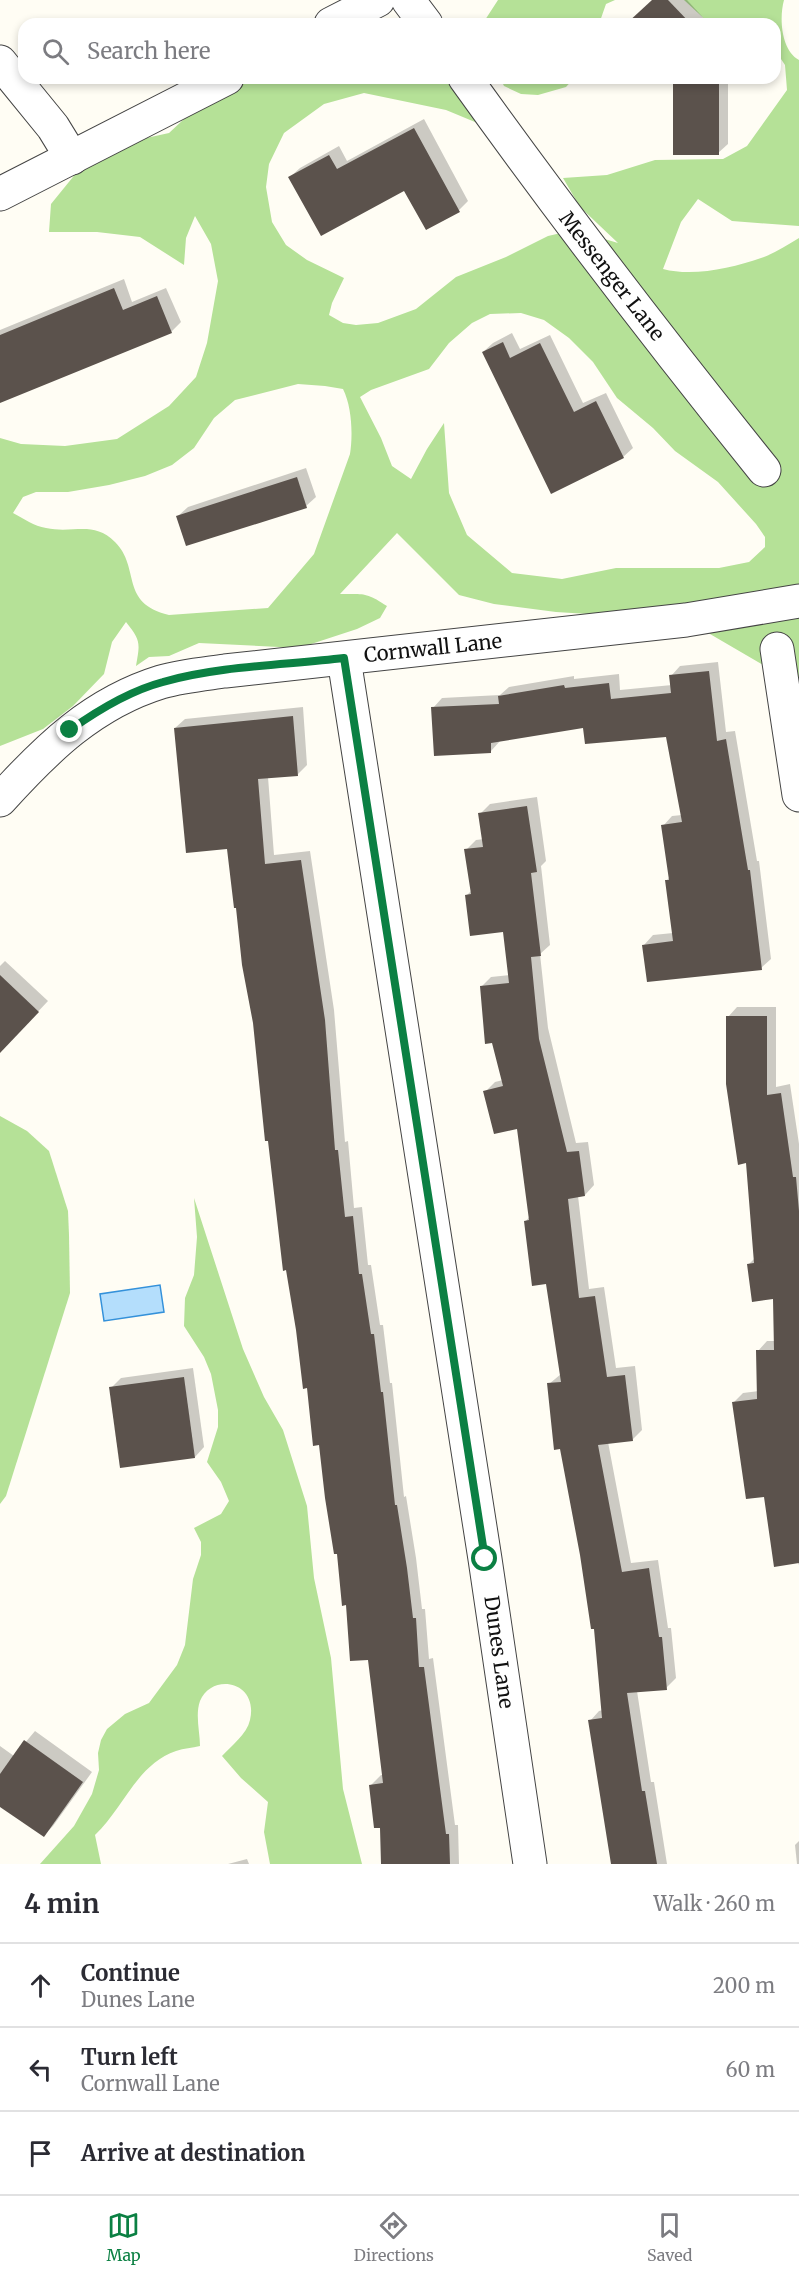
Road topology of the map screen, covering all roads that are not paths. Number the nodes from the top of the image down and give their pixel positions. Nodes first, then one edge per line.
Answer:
1 (378, 0) edge
2 (408, 0) edge
3 (343, 18) edge
4 (422, 18) edge
5 (0, 62) edge
6 (215, 84) edge
7 (469, 84) edge
8 (72, 158) junction
9 (0, 194) edge
10 (764, 470) dead end
11 (799, 601) edge
12 (777, 649) dead end
13 (344, 658) junction
14 (799, 795) edge
15 (0, 800) edge
16 (530, 1864) edge

1 - 3 street
2 - 4 street
5 - 8 street
6 - 8 street
7 - 10 street, Messenger Lane
8 - 9 street
11 - 13 street, Cornwall Lane
12 - 14 street
13 - 15 street, Cornwall Lane
13 - 16 street, Dunes Lane

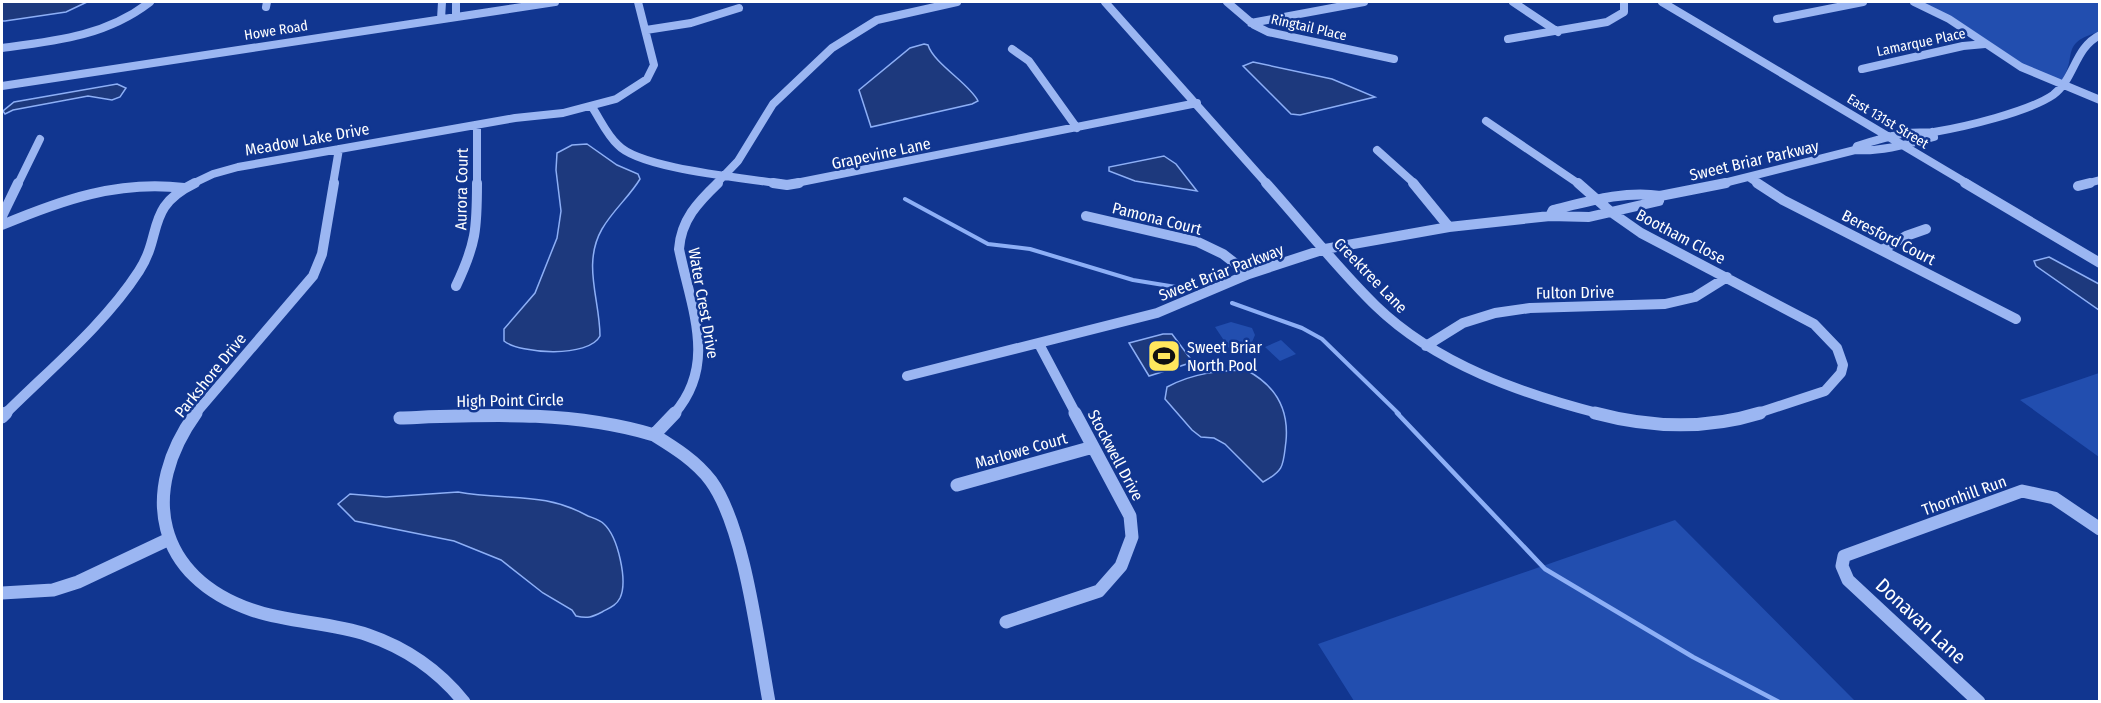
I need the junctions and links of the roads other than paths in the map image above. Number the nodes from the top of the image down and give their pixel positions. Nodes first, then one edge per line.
----
● **Work task**
Except for the pictures, set down all of the records exactly as they are.

● **Response to the exercise**
Road topology of the map screen, covering all roads that are not paths. Number the nodes from the top of the image down and give their pixel positions. Nodes first, then one edge per line.
Answer:
1 (378, 0) edge
2 (408, 0) edge
3 (343, 18) edge
4 (422, 18) edge
5 (0, 62) edge
6 (215, 84) edge
7 (469, 84) edge
8 (72, 158) junction
9 (0, 194) edge
10 (764, 470) dead end
11 (799, 601) edge
12 (777, 649) dead end
13 (344, 658) junction
14 (799, 795) edge
15 (0, 800) edge
16 (530, 1864) edge

1 - 3 street
2 - 4 street
5 - 8 street
6 - 8 street
7 - 10 street, Messenger Lane
8 - 9 street
11 - 13 street, Cornwall Lane
12 - 14 street
13 - 15 street, Cornwall Lane
13 - 16 street, Dunes Lane

I need the junctions and links of the roads other than paths in the map image above. Number the nodes from the top of the image down and give their pixel positions. Nodes first, then one edge per line.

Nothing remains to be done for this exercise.